# About this task:
Reproduce exactly the lines beginning with the line that contains "Turn the roads" and ending at the final line of the material below.

_ _ _ _ _

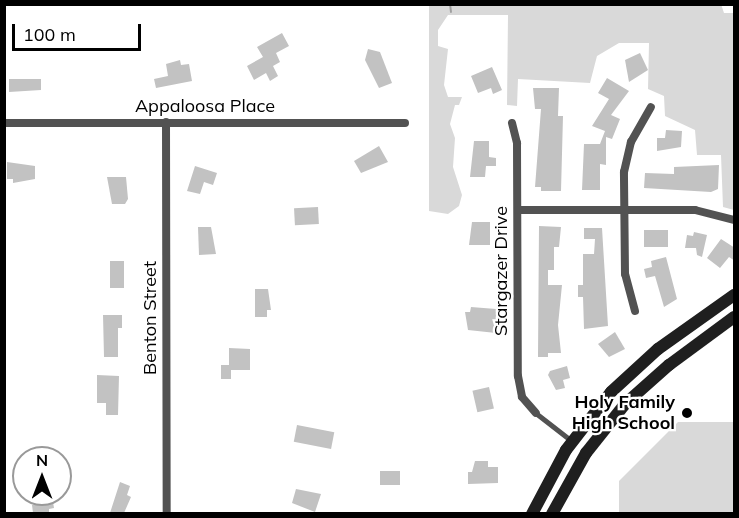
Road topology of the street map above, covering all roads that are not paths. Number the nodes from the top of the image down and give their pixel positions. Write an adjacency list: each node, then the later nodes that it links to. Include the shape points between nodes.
1 (651, 107): 7 (street, via 626,158)
2 (166, 122): 3 (street, Appaloosa Place); 4 (street, Appaloosa Place); 14 (street, Benton Street)
3 (4, 123)
4 (405, 123)
5 (512, 123): 6 (street, Stargazer Drive, via 517,143)
6 (518, 210): 7 (street); 12 (street, Stargazer Drive, via 518,376 522,397)
7 (624, 210): 8 (street, via 695,210); 10 (street, via 625,273)
8 (735, 220)
9 (735, 295): 13 (main road, via 623,379)
10 (635, 310)
11 (735, 317): 16 (main road, via 663,370 625,404 586,453)
12 (536, 413): 13 (lane)
13 (572, 441): 15 (main road)
14 (167, 513)
15 (532, 513)
16 (552, 513)

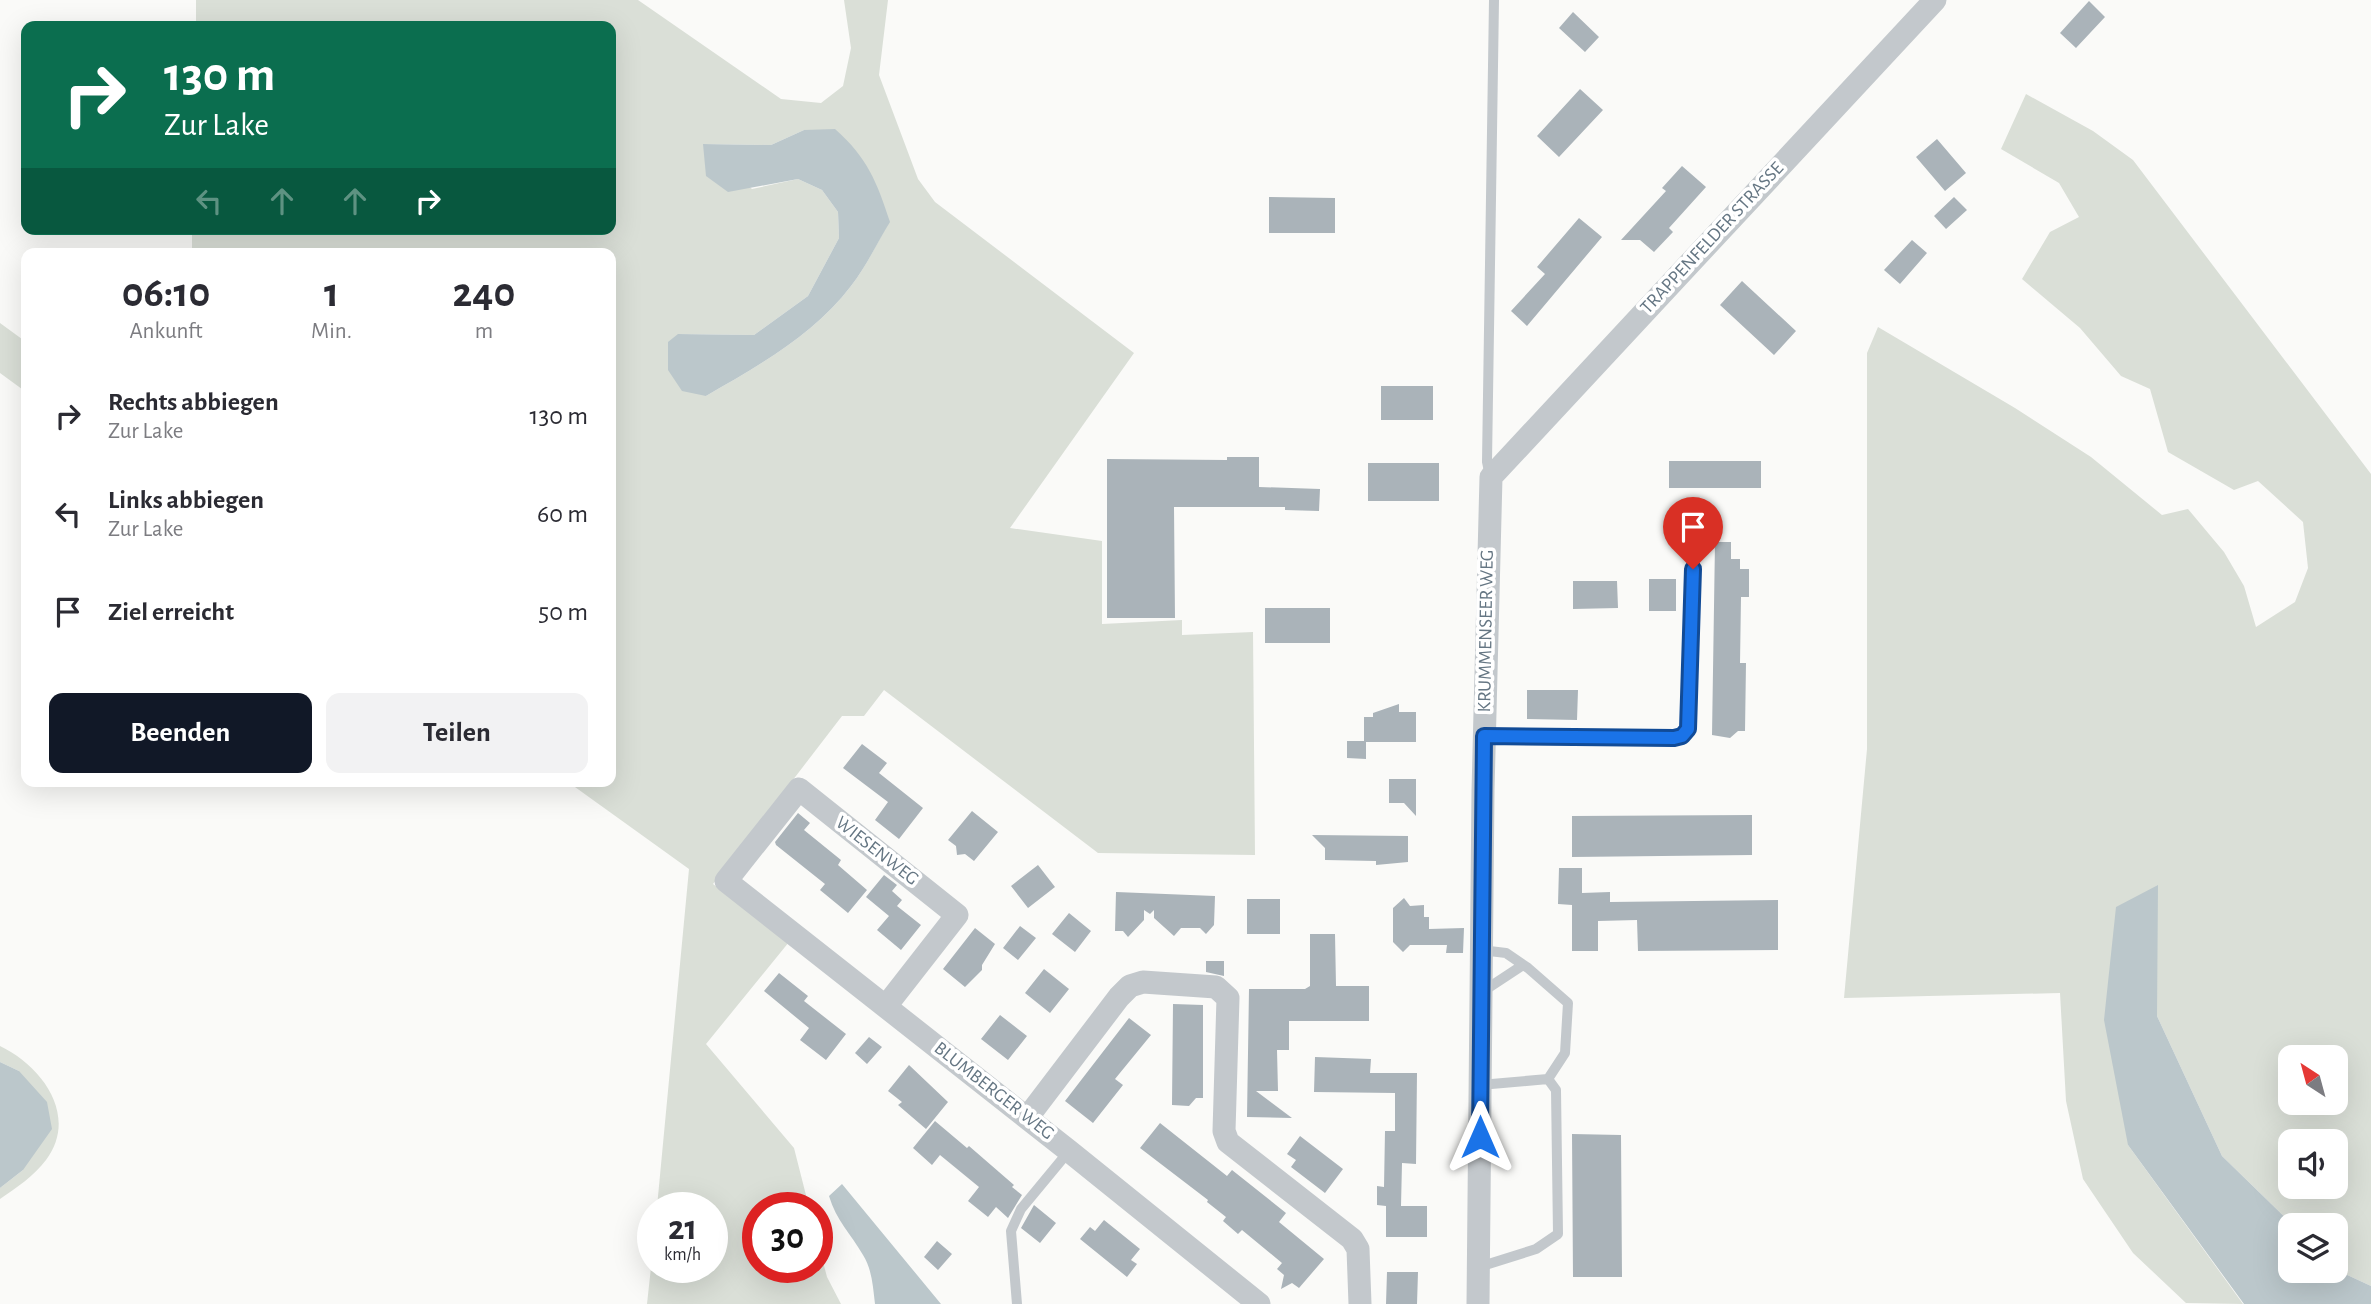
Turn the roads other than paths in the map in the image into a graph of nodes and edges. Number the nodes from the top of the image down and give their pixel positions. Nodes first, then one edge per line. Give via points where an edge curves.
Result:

_ _ _ _ _

# Output of the task:
Turn the roads other than paths in the map in the image into a graph of nodes and edges. Number the nodes from the top of the image down and give their pixel positions. Nodes first, then one edge per line. Give via points where an edge curves.
Result:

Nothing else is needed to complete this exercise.